▸ **Your assignment**
Word for word, set down the records and skip each picture.
§
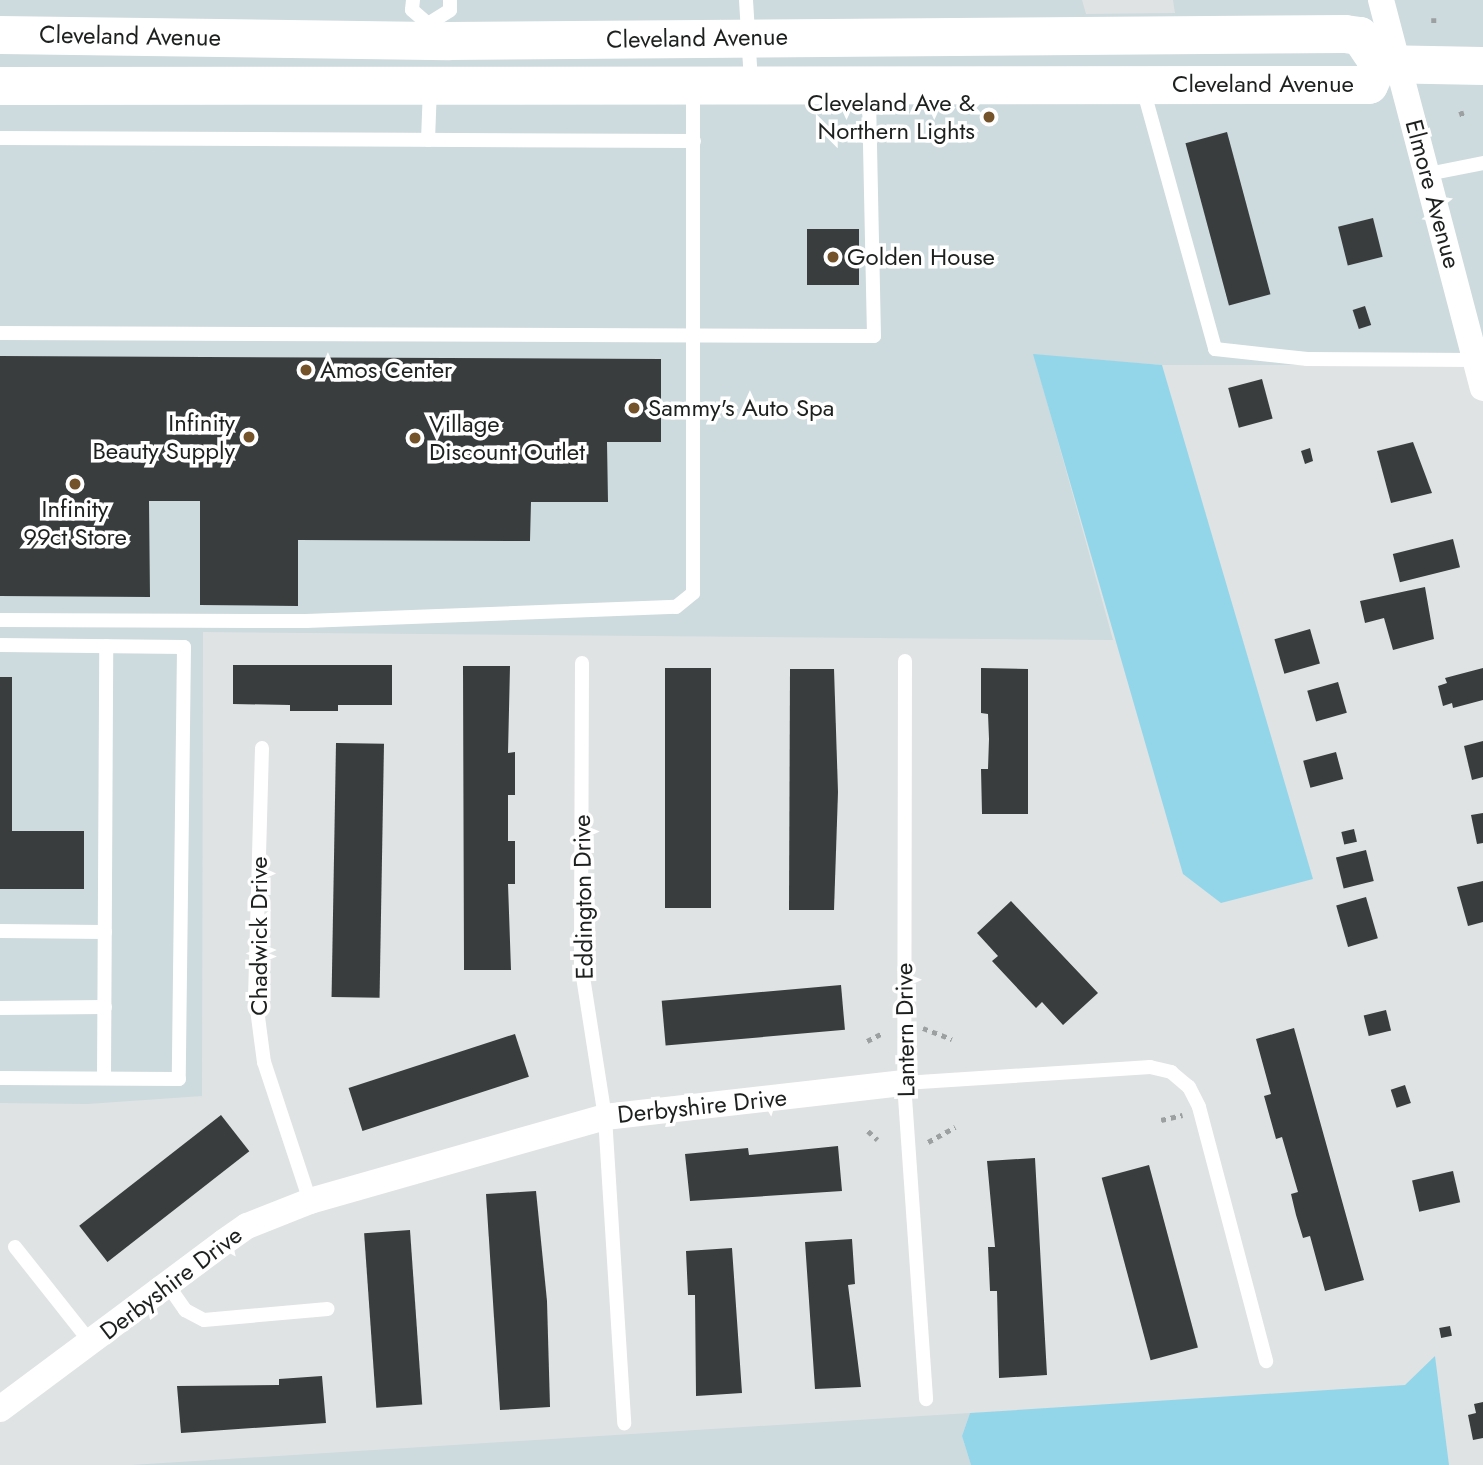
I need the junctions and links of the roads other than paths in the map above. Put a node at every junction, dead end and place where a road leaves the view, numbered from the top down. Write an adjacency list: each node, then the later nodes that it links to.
1 (413, 0): 5 (lane)
2 (450, 0): 5 (lane)
3 (746, 0): 8 (lane)
4 (1381, 0): 9 (street, Elmore Avenue)
5 (428, 33): 6 (main road, Cleveland Avenue); 8 (main road, Cleveland Avenue); 16 (main road)
6 (0, 35)
7 (1229, 36): 8 (main road, Cleveland Avenue); 9 (main road, Cleveland Avenue); 11 (main road)
8 (750, 39): 15 (lane)
9 (1389, 65): 10 (main road); 11 (main road, Cleveland Avenue); 22 (street, Elmore Avenue)
10 (1483, 66)
11 (1142, 84): 12 (main road, Cleveland Avenue); 25 (lane)
12 (869, 85): 15 (main road, Cleveland Avenue); 24 (lane)
13 (0, 86): 16 (main road, Cleveland Avenue)
14 (693, 86): 15 (main road, Cleveland Avenue); 17 (main road, Cleveland Avenue); 20 (lane)
15 (751, 86)
16 (301, 87): 17 (main road, Cleveland Avenue)
17 (430, 87): 19 (lane)
18 (0, 138): 19 (lane)
19 (428, 140): 20 (lane)
20 (694, 141): 24 (lane)
21 (1483, 163): 22 (lane)
22 (1428, 174): 25 (street, Elmore Avenue)
23 (0, 332): 24 (lane)
24 (693, 335): 27 (lane)
25 (1478, 355): 26 (street, Elmore Avenue)
26 (1483, 388)
27 (0, 620)
28 (0, 645): 29 (lane)
29 (106, 646): 34 (lane); 38 (lane)
30 (905, 661): 39 (lane, Lantern Drive)
31 (582, 663): 40 (lane, Eddington Drive)
32 (262, 748): 41 (lane, Chadwick Drive)
33 (0, 931): 34 (lane)
34 (105, 932): 35 (lane)
35 (105, 1007): 36 (lane); 38 (lane)
36 (0, 1008)
37 (0, 1078): 38 (lane)
38 (104, 1078)
39 (904, 1083): 40 (street, Derbyshire Drive); 46 (lane, Derbyshire Drive); 47 (lane, Lantern Drive)
40 (605, 1117): 41 (street, Derbyshire Drive); 49 (lane, Eddington Drive)
41 (310, 1201): 43 (street, Derbyshire Drive)
42 (15, 1247): 45 (lane)
43 (167, 1284): 44 (lane); 45 (street, Derbyshire Drive)
44 (328, 1309)
45 (91, 1343): 48 (street, Derbyshire Drive)
46 (1266, 1361)
47 (926, 1399)
48 (0, 1409)
49 (624, 1423)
§
▸ **Finished exercise**
I need the junctions and links of the roads other than paths in the map above. Put a node at every junction, dead end and place where a road leaves the view, numbered from the top down. Write an adjacency list: each node, then the later nodes that it links to.
1 (413, 0): 5 (lane)
2 (450, 0): 5 (lane)
3 (746, 0): 8 (lane)
4 (1381, 0): 9 (street, Elmore Avenue)
5 (428, 33): 6 (main road, Cleveland Avenue); 8 (main road, Cleveland Avenue); 16 (main road)
6 (0, 35)
7 (1229, 36): 8 (main road, Cleveland Avenue); 9 (main road, Cleveland Avenue); 11 (main road)
8 (750, 39): 15 (lane)
9 (1389, 65): 10 (main road); 11 (main road, Cleveland Avenue); 22 (street, Elmore Avenue)
10 (1483, 66)
11 (1142, 84): 12 (main road, Cleveland Avenue); 25 (lane)
12 (869, 85): 15 (main road, Cleveland Avenue); 24 (lane)
13 (0, 86): 16 (main road, Cleveland Avenue)
14 (693, 86): 15 (main road, Cleveland Avenue); 17 (main road, Cleveland Avenue); 20 (lane)
15 (751, 86)
16 (301, 87): 17 (main road, Cleveland Avenue)
17 (430, 87): 19 (lane)
18 (0, 138): 19 (lane)
19 (428, 140): 20 (lane)
20 (694, 141): 24 (lane)
21 (1483, 163): 22 (lane)
22 (1428, 174): 25 (street, Elmore Avenue)
23 (0, 332): 24 (lane)
24 (693, 335): 27 (lane)
25 (1478, 355): 26 (street, Elmore Avenue)
26 (1483, 388)
27 (0, 620)
28 (0, 645): 29 (lane)
29 (106, 646): 34 (lane); 38 (lane)
30 (905, 661): 39 (lane, Lantern Drive)
31 (582, 663): 40 (lane, Eddington Drive)
32 (262, 748): 41 (lane, Chadwick Drive)
33 (0, 931): 34 (lane)
34 (105, 932): 35 (lane)
35 (105, 1007): 36 (lane); 38 (lane)
36 (0, 1008)
37 (0, 1078): 38 (lane)
38 (104, 1078)
39 (904, 1083): 40 (street, Derbyshire Drive); 46 (lane, Derbyshire Drive); 47 (lane, Lantern Drive)
40 (605, 1117): 41 (street, Derbyshire Drive); 49 (lane, Eddington Drive)
41 (310, 1201): 43 (street, Derbyshire Drive)
42 (15, 1247): 45 (lane)
43 (167, 1284): 44 (lane); 45 (street, Derbyshire Drive)
44 (328, 1309)
45 (91, 1343): 48 (street, Derbyshire Drive)
46 (1266, 1361)
47 (926, 1399)
48 (0, 1409)
49 (624, 1423)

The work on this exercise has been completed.